Samuel Butler: The Way of All Flesh

79. CHAPTER LXXIX (continued)

"Then, you know, to prevent monotony I should send him, say, to morning service at the Abbey before he goes. He need not stay longer than the Te Deum. I don't know why, but Jubilates are seldom satisfactory. Just let him look in at the Abbey, and sit quietly in Poets' Corner till the main part of the music is over. Let him do this two or three times, not more, before he goes to the Zoo.

"Then next day send him down to Gravesend by boat. By all means let him go to the theatres in the evenings--and then let him come to me again in a fortnight."

Had the doctor been less eminent in his profession I should have doubted whether he was in earnest, but I knew him to be a man of business who would neither waste his own time nor that of his patients. As soon as we were out of the house we took a cab to Regent's Park, and spent a couple of hours in sauntering round the different houses. Perhaps it was on account of what the doctor had told me, but I certainly became aware of a feeling I had never experienced before. I mean that I was receiving an influx of new life, or deriving new ways of looking at life--which is the same thing--by the process. I found the doctor quite right in his estimate of the larger mammals as the ones which on the whole were most beneficial, and observed that Ernest, who had heard nothing of what the doctor had said to me, lingered instinctively in front of them. As for the elephants, especially the baby elephant, he seemed to be drinking in large draughts of their lives to the re-creation and regeneration of his own.

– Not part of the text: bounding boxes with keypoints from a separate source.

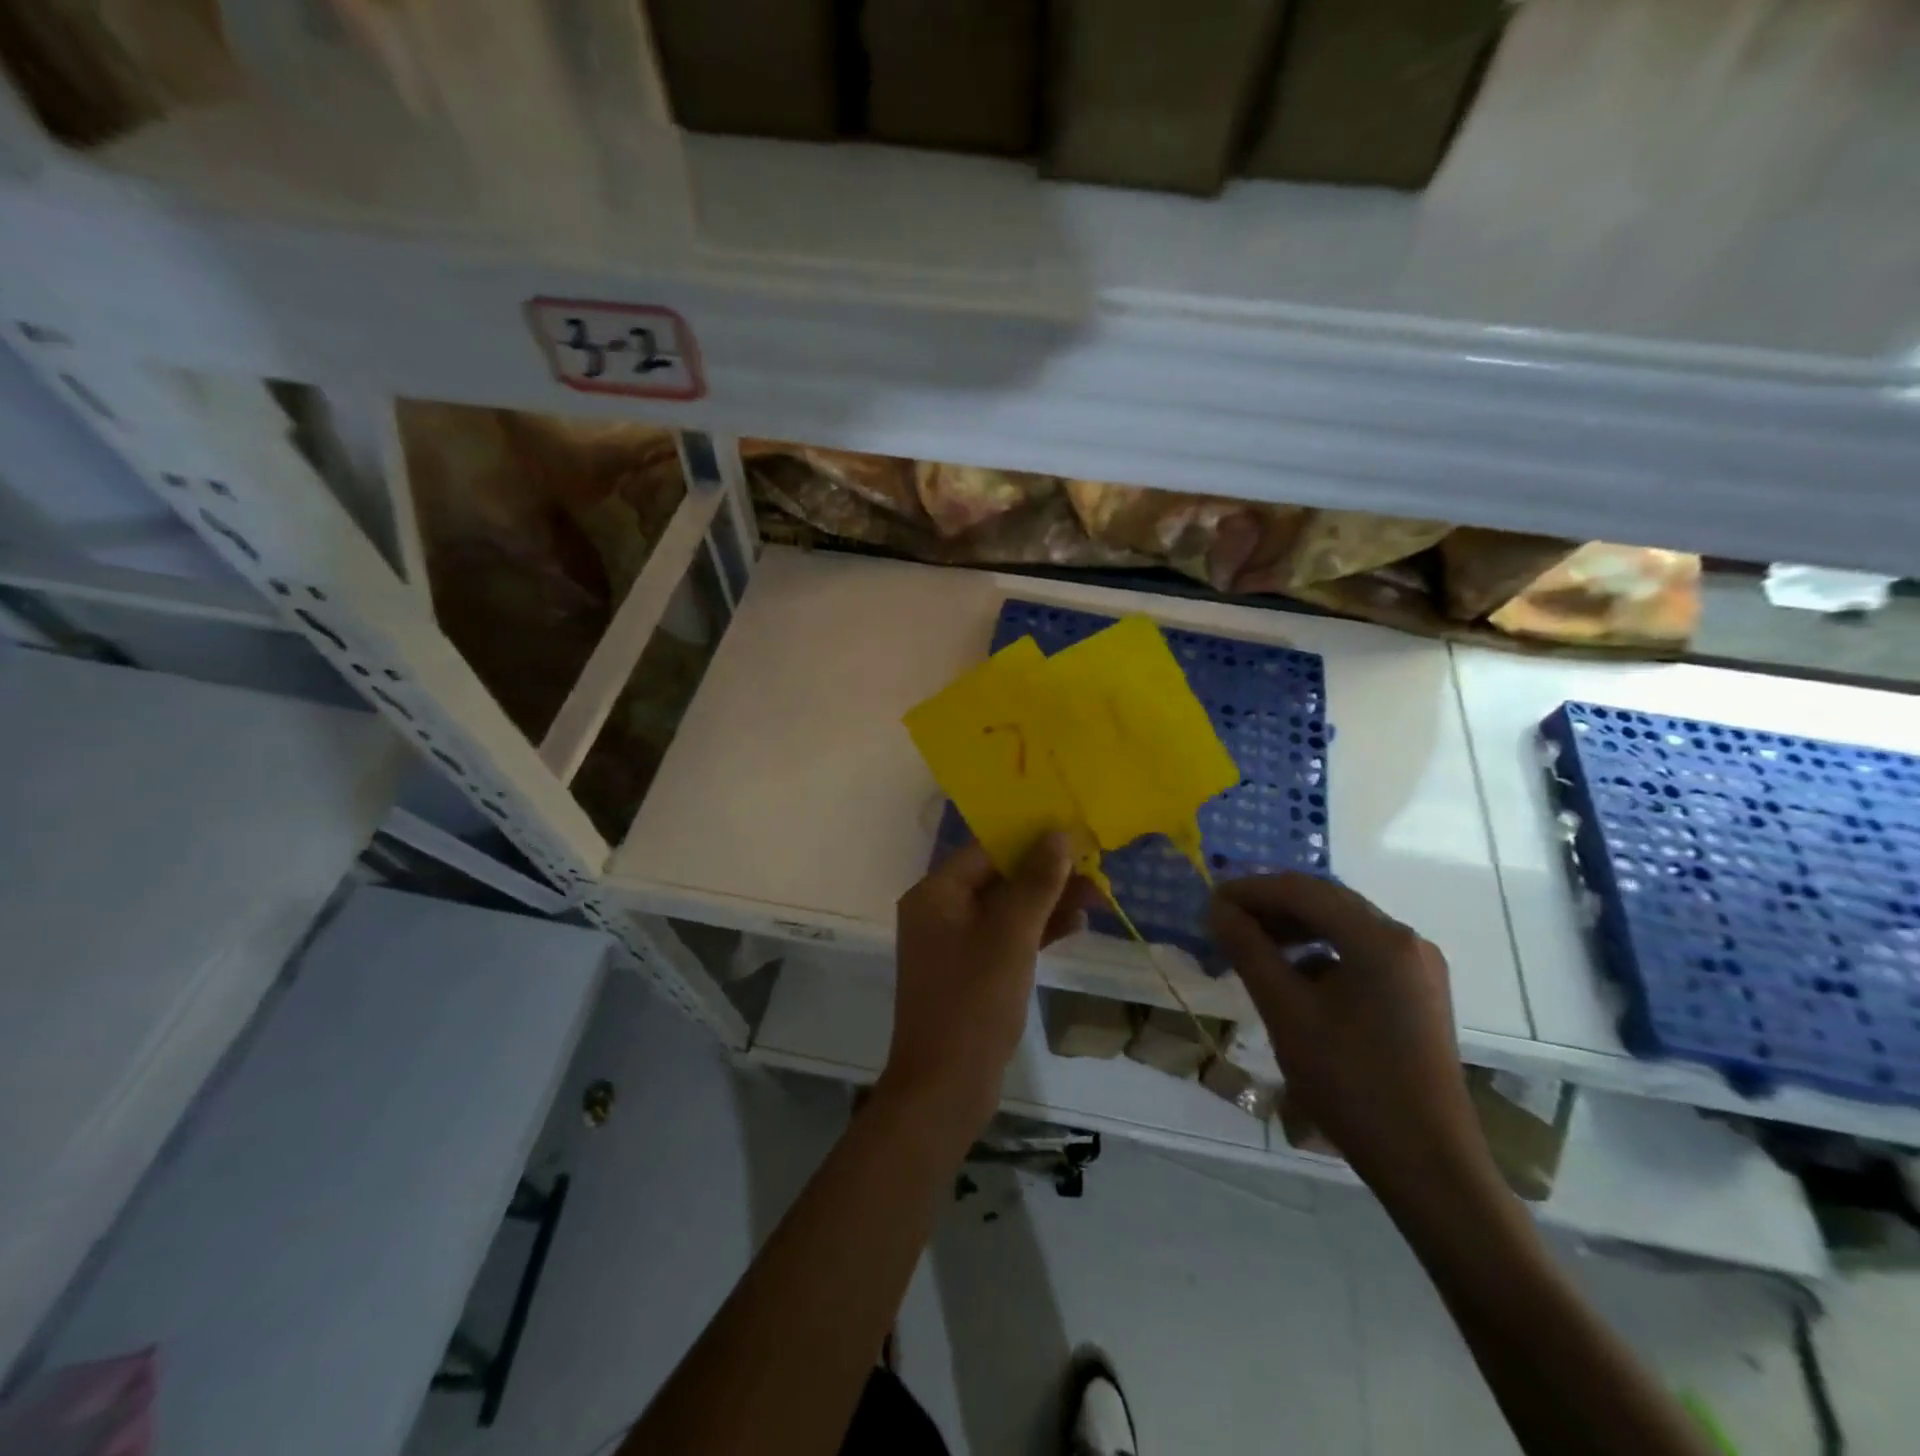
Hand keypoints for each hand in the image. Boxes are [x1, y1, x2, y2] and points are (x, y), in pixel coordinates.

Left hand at [882, 834, 1095, 1135]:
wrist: (944, 1088)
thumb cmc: (974, 1002)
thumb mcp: (1010, 936)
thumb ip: (1035, 883)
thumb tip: (1058, 834)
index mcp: (936, 894)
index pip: (986, 849)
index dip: (1030, 838)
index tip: (1074, 833)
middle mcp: (940, 911)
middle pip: (998, 878)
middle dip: (1046, 874)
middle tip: (1095, 871)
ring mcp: (954, 944)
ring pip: (1006, 909)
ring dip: (1047, 902)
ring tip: (1097, 897)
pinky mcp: (971, 971)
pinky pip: (1005, 938)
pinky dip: (1036, 931)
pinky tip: (1075, 926)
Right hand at [1210, 875, 1498, 1209]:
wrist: (1428, 1164)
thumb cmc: (1351, 1082)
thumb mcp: (1286, 1012)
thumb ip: (1249, 951)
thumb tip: (1217, 909)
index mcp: (1379, 938)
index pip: (1303, 890)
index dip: (1251, 890)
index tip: (1210, 902)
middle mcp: (1405, 940)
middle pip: (1326, 902)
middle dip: (1271, 906)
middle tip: (1225, 921)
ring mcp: (1417, 967)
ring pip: (1342, 926)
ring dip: (1294, 928)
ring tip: (1251, 945)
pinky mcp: (1417, 993)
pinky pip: (1360, 953)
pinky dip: (1319, 953)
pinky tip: (1293, 975)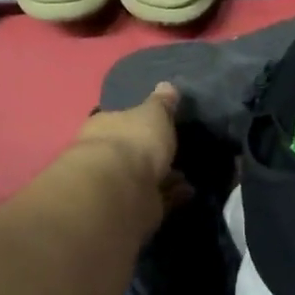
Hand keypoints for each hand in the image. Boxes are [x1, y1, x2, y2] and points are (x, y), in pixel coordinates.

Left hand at [74, 82, 183, 209]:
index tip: (158, 125)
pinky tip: (190, 191)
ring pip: (144, 178)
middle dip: (151, 154)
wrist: (122, 190)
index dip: (137, 123)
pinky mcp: (132, 209)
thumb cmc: (134, 140)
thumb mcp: (154, 113)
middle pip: (130, 153)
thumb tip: (167, 86)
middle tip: (176, 152)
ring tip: (188, 175)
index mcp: (104, 126)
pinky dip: (172, 196)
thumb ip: (162, 103)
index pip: (120, 121)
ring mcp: (117, 185)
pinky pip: (157, 199)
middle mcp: (105, 156)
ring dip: (165, 178)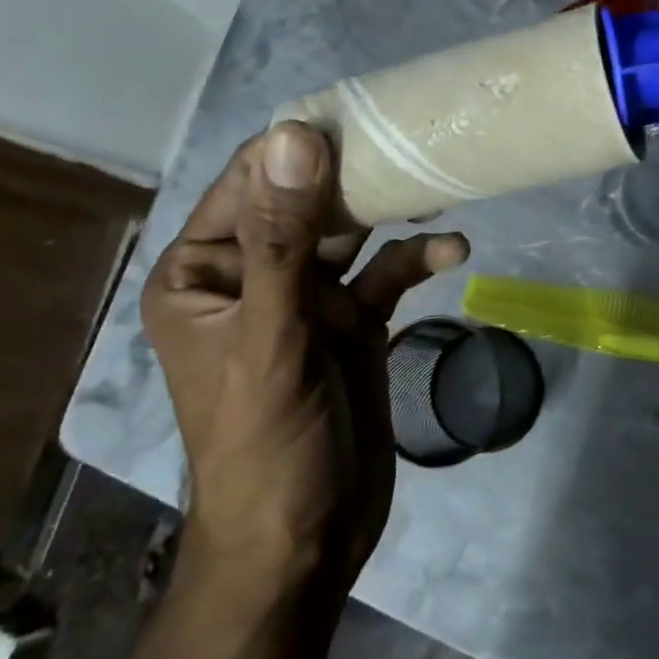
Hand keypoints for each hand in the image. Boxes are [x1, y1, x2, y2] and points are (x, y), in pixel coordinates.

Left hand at [140, 122, 468, 599]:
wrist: (304, 545)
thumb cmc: (265, 442)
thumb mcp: (271, 335)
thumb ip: (282, 236)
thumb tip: (293, 134)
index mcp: (205, 269)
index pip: (251, 180)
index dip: (300, 144)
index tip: (362, 113)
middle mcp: (253, 272)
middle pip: (308, 198)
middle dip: (356, 174)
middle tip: (412, 144)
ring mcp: (306, 297)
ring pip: (351, 231)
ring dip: (392, 210)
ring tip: (438, 184)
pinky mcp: (352, 321)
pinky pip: (385, 274)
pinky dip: (415, 258)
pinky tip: (453, 249)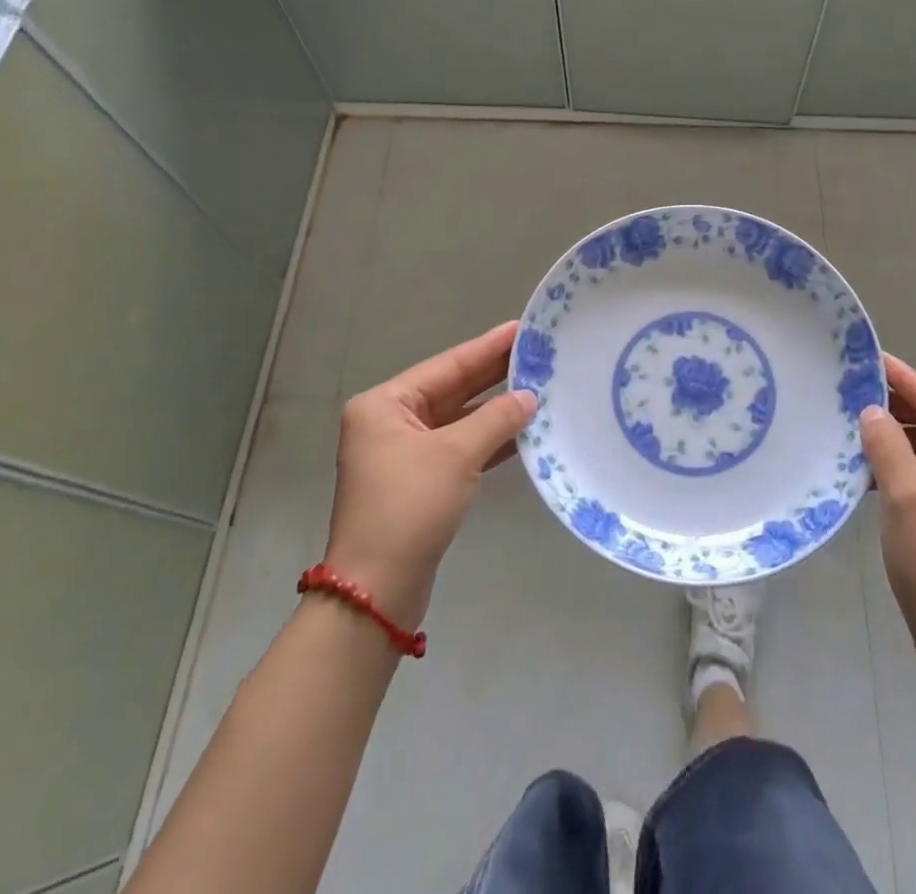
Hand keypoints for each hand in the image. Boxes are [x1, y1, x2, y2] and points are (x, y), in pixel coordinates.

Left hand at [325, 322, 535, 626]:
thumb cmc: (410, 506)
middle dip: (494, 375)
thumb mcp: (457, 455)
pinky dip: (487, 440)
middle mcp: (390, 422)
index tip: (520, 327)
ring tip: (538, 386)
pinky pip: (458, 446)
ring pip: (458, 419)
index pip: (447, 366)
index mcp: (385, 405)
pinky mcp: (418, 481)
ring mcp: (403, 453)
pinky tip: (522, 431)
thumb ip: (497, 419)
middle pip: (452, 389)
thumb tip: (529, 397)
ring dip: (495, 409)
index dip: (487, 347)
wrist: (378, 589)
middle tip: (536, 352)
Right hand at [859, 354, 915, 665]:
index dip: (906, 380)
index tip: (872, 358)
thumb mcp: (908, 500)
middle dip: (900, 408)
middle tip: (855, 387)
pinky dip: (904, 466)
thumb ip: (889, 447)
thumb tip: (872, 411)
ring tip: (856, 421)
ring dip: (899, 438)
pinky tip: (870, 464)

We dined in the gardens, and I noticed with pleasure that Ernest's appetite was already improved. Since this time, whenever I have been a little out of sorts myself I have at once gone up to Regent's Park, and have invariably been benefited. I mention this here in the hope that some one or other of my readers may find the hint a useful one.

At the end of his fortnight my hero was much better, more so even than our friend the doctor had expected. "Now," he said, "Mr Pontifex may go abroad, and the sooner the better. Let him stay a couple of months."